Dataset entries →
● ● ●
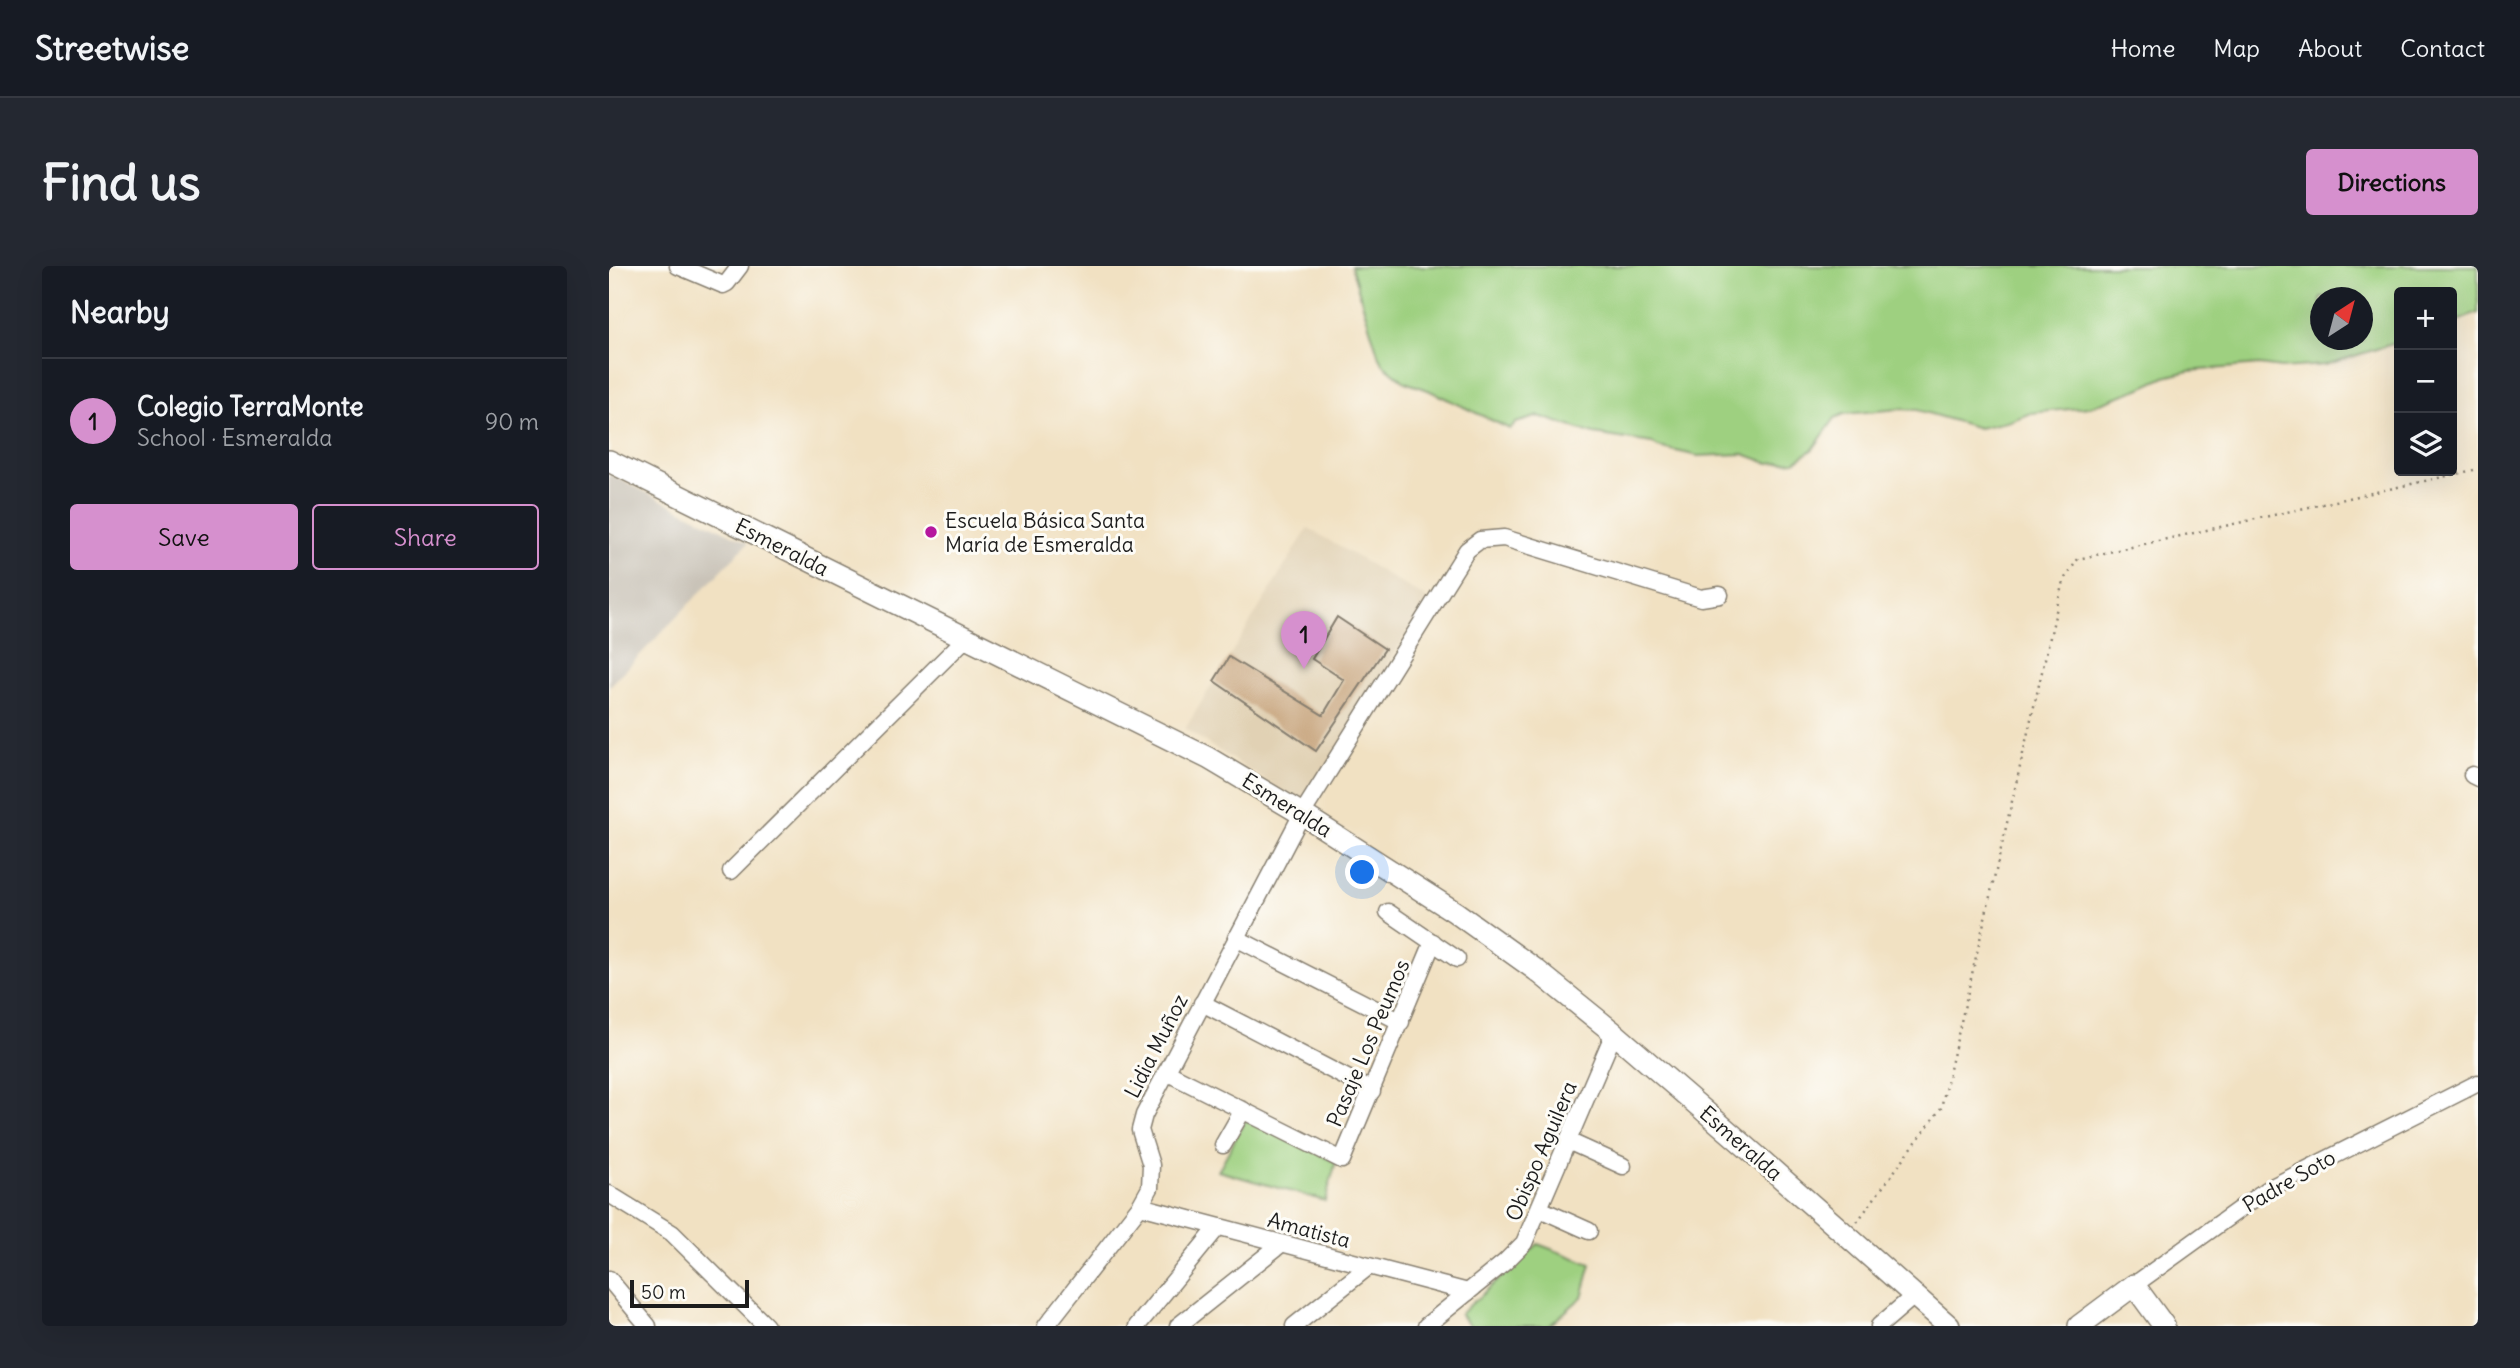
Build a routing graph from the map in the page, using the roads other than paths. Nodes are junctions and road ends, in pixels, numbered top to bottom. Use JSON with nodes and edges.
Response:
{"nodes":[{"id":1,"x":678,"y":266,"type":"edge"},
{"id":2,"x":740,"y":266,"type":"edge"},
{"id":3,"x":609,"y":461,"type":"edge"},
{"id":4,"x":1720,"y":595,"type":"dead end"},
{"id":5,"x":965,"y":639,"type":"junction"},
{"id":6,"x":1302,"y":814,"type":"junction"},
{"id":7,"x":731,"y":871,"type":"dead end"},
{"id":8,"x":1388,"y":912,"type":"dead end"},
{"id":9,"x":1236,"y":938,"type":"junction"},
{"id":10,"x":1433,"y":942,"type":"junction"},
{"id":11,"x":1457,"y":959,"type":"dead end"},
{"id":12,"x":1202,"y":1003,"type":"junction"},
{"id":13,"x":1401,"y":1023,"type":"junction"},
{"id":14,"x":1614,"y":1033,"type":"junction"},
{"id":15,"x":1166,"y":1072,"type":"junction"},
{"id":16,"x":2478,"y":1083,"type":"edge"},
{"id":17,"x":1372,"y":1091,"type":"junction"},
{"id":18,"x":1243,"y":1110,"type":"junction"},
{"id":19,"x":1569,"y":1141,"type":"junction"},
{"id":20,"x":1223,"y":1145,"type":"dead end"},
{"id":21,"x":1623,"y":1166,"type":"dead end"},
{"id":22,"x":609,"y":1194,"type":"edge"},
{"id":23,"x":1140,"y":1206,"type":"junction"},
{"id":24,"x":1540,"y":1209,"type":"junction"},
{"id":25,"x":1218,"y":1227,"type":"junction"},
{"id":26,"x":1589,"y":1231,"type":"dead end"},
{"id":27,"x":1280,"y":1244,"type":"junction"},
{"id":28,"x":1368,"y":1267,"type":"junction"},
{"id":29,"x":609,"y":1279,"type":"edge"},
{"id":30,"x":2134,"y":1285,"type":"junction"},
{"id":31,"x":1468,"y":1292,"type":"junction"},
{"id":32,"x":1915,"y":1295,"type":"junction"},
{"id":33,"x":648,"y":1326,"type":"edge"},
{"id":34,"x":766,"y":1326,"type":"edge"},
{"id":35,"x":1046,"y":1326,"type":"edge"},
{"id":36,"x":1137,"y":1326,"type":"edge"},
{"id":37,"x":1178,"y":1326,"type":"edge"},
{"id":38,"x":1294,"y":1326,"type":"edge"},
{"id":39,"x":1426,"y":1326,"type":"edge"},
{"id":40,"x":1879,"y":1326,"type":"edge"},
{"id":41,"x":1949,"y":1326,"type":"edge"},
{"id":42,"x":2079,"y":1326,"type":"edge"},
{"id":43,"x":2164,"y":1326,"type":"edge"}],
"edges":[{"from":1,"to":2,"type":"street"},
{"from":3,"to":5,"type":"street","name":"Esmeralda"},
{"from":4,"to":6,"type":"street","name":"Lidia Muñoz"},
{"from":5,"to":6,"type":"street","name":"Esmeralda"},
{"from":5,"to":7,"type":"street"},
{"from":6,"to":9,"type":"street","name":"Lidia Muñoz"},
{"from":6,"to":14,"type":"street","name":"Esmeralda"},
{"from":8,"to":10,"type":"street"},
{"from":9,"to":12,"type":"street","name":"Lidia Muñoz"},
{"from":9,"to":13,"type":"street"},
{"from":10,"to":11,"type":"street"},
{"from":10,"to":13,"type":"street","name":"Pasaje Los Peumos"},
{"from":12,"to":15,"type":"street","name":"Lidia Muñoz"},
{"from":12,"to":17,"type":"street"},
{"from":13,"to":17,"type":"street","name":"Pasaje Los Peumos"},
{"from":14,"to":19,"type":"street","name":"Obispo Aguilera"},
{"from":14,"to":32,"type":"street","name":"Esmeralda"},
{"from":15,"to":18,"type":"street"},
{"from":15,"to":23,"type":"street","name":"Lidia Muñoz"},
{"from":16,"to":30,"type":"street","name":"Padre Soto"},
{"from":17,"to":18,"type":"street","name":"Pasaje Los Peumos"},
{"from":18,"to":20,"type":"street"},
{"from":19,"to":21,"type":"street"},
{"from":19,"to":24,"type":"street","name":"Obispo Aguilera"},
{"from":22,"to":34,"type":"street"},
{"from":23,"to":25,"type":"street","name":"Amatista"},
{"from":23,"to":35,"type":"street","name":"Lidia Muñoz"},
{"from":24,"to":26,"type":"street"},
{"from":24,"to":31,"type":"street","name":"Obispo Aguilera"},
{"from":25,"to":27,"type":"street","name":"Amatista"},
{"from":25,"to":36,"type":"street"},
{"from":27,"to":28,"type":"street","name":"Amatista"},
{"from":27,"to":37,"type":"street"},
{"from":28,"to":31,"type":"street","name":"Amatista"},
{"from":28,"to":38,"type":"street"},
{"from":29,"to":33,"type":"street"},
{"from":30,"to":42,"type":"street","name":"Padre Soto"},
{"from":30,"to":43,"type":"street"},
{"from":31,"to":39,"type":"street","name":"Obispo Aguilera"},
{"from":32,"to":40,"type":"street"},
{"from":32,"to":41,"type":"street","name":"Esmeralda"}]}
● ● ●
The problem → Please transcribe each line above exactly, but leave the images out.

Solution for this problem →
Build a routing graph from the map in the page, using the roads other than paths. Nodes are junctions and road ends, in pixels, numbered top to bottom. Use JSON with nodes and edges.
Response:
{"nodes":[{"id":1,"x":678,"y":266,"type":"edge"},
{"id":2,"x":740,"y":266,"type":"edge"},
{"id":3,"x":609,"y":461,"type":"edge"},
{"id":4,"x":1720,"y":595,"type":"dead end"},
{"id":5,"x":965,"y":639,"type":"junction"},
{"id":6,"x":1302,"y":814,"type":"junction"},
{"id":7,"x":731,"y":871,"type":"dead end"},
{"id":8,"x":1388,"y":912,"type":"dead end"},
{"id":9,"x":1236,"y":938,"type":"junction"},
{"id":10,"x":1433,"y":942,"type":"junction"},
{"id":11,"x":1457,"y":959,"type":"dead end"},
{"id":12,"x":1202,"y":1003,"type":"junction"},
{"id":13,"x":1401,"y":1023,"type":"junction"},
{"id":14,"x":1614,"y":1033,"type":"junction"},
{"id":15,"x":1166,"y":1072,"type":"junction"},
{"id":16,"x":2478,"y":1083,"type":"edge"},
{"id":17,"x":1372,"y":1091,"type":"junction"},
{"id":18,"x":1243,"y":1110,"type":"junction"},
{"id":19,"x":1569,"y":1141,"type":"junction"},
{"id":20,"x":1223,"y":1145,"type":"dead end"},
{"id":21,"x":1623,"y":1166,"type":"dead end"},
{"id":22,"x":609,"y":1194,"type":"edge"},
{"id":23,"x":1140,"y":1206,"type":"junction"},
{"id":24,"x":1540,"y":1209,"type":"junction"},
{"id":25,"x":1218,"y":1227,"type":"junction"},
{"id":26,"x":1589,"y":1231,"type":"dead end"},
{"id":27,"x":1280,"y":1244,"type":"junction"},
{"id":28,"x":1368,"y":1267,"type":"junction"},
{"id":29,"x":609,"y":1279,"type":"edge"},
{"id":30,"x":2134,"y":1285,"type":"junction"},
{"id":31,"x":1468,"y":1292,"type":"junction"},
{"id":32,"x":1915,"y":1295,"type":"junction"},
{"id":33,"x":648,"y":1326,"type":"edge"},
{"id":34,"x":766,"y":1326,"type":"edge"},
{"id":35,"x":1046,"y":1326,"type":"edge"},
{"id":36,"x":1137,"y":1326,"type":"edge"},
{"id":37,"x":1178,"y":1326,"type":"edge"},
{"id":38,"x":1294,"y":1326,"type":"edge"},
{"id":39,"x":1426,"y":1326,"type":"edge"},
{"id":40,"x":1879,"y":1326,"type":"edge"},
{"id":41,"x":1949,"y":1326,"type":"edge"},
{"id":42,"x":2079,"y":1326,"type":"edge"},
{"id":43,"x":2164,"y":1326,"type":"edge"}],
"edges":[{"from":1,"to":2,"type":"street"},
{"from":3,"to":5,"type":"street","name":"Esmeralda"},
{"from":4,"to":6,"type":"street","name":"Lidia Muñoz"},
{"from":5,"to":6,"type":"street","name":"Esmeralda"},
{"from":5,"to":7,"type":"street"},
{"from":6,"to":9,"type":"street","name":"Lidia Muñoz"},
{"from":6,"to":14,"type":"street","name":"Esmeralda"},
{"from":8,"to":10,"type":"street"},
{"from":9,"to":12,"type":"street","name":"Lidia Muñoz"},
{"from":9,"to":13,"type":"street"},
{"from":10,"to":11,"type":"street"},
{"from":10,"to":13,"type":"street","name":"Pasaje Los Peumos"},
{"from":12,"to":15,"type":"street","name":"Lidia Muñoz"},
{"from":12,"to":17,"type":"street"},
{"from":13,"to":17,"type":"street","name":"Pasaje Los Peumos"},
{"from":14,"to":19,"type":"street","name":"Obispo Aguilera"},
{"from":14,"to":32,"type":"street","name":"Esmeralda"},
{"from":15,"to":18,"type":"street"},
{"from":15,"to":23,"type":"street","name":"Lidia Muñoz"},
{"from":16,"to":30,"type":"street","name":"Padre Soto"},
{"from":17,"to":18,"type":"street","name":"Pasaje Los Peumos"},
{"from":18,"to":20,"type":"street"},
{"from":19,"to":21,"type":"street"},
{"from":19,"to":24,"type":"street","name":"Obispo Aguilera"},
{"from":22,"to":34,"type":"street"},
{"from":23,"to":25,"type":"street","name":"Amatista"},
{"from":23,"to":35,"type":"street","name":"Lidia Muñoz"},
{"from":24,"to":26,"type":"street"},
{"from":24,"to":31,"type":"street","name":"Obispo Aguilera"},
{"from":25,"to":27,"type":"street","name":"Amatista"},
{"from":25,"to":36,"type":"street"},
{"from":27,"to":28,"type":"street","name":"Amatista"},
{"from":27,"to":37,"type":"street"},
{"from":28,"to":31,"type":"street","name":"Amatista"},
{"from":28,"to":38,"type":"street"},
{"from":29,"to":33,"type":"street"},
{"from":30,"to":42,"type":"street","name":"Padre Soto"},
{"from":30,"to":43,"type":"street"},
{"from":31,"to":39,"type":"street","name":"Obispo Aguilera"},
{"from":32,"to":40,"type":"street"},
{"from":32,"to":41,"type":"street","name":"Esmeralda"}]}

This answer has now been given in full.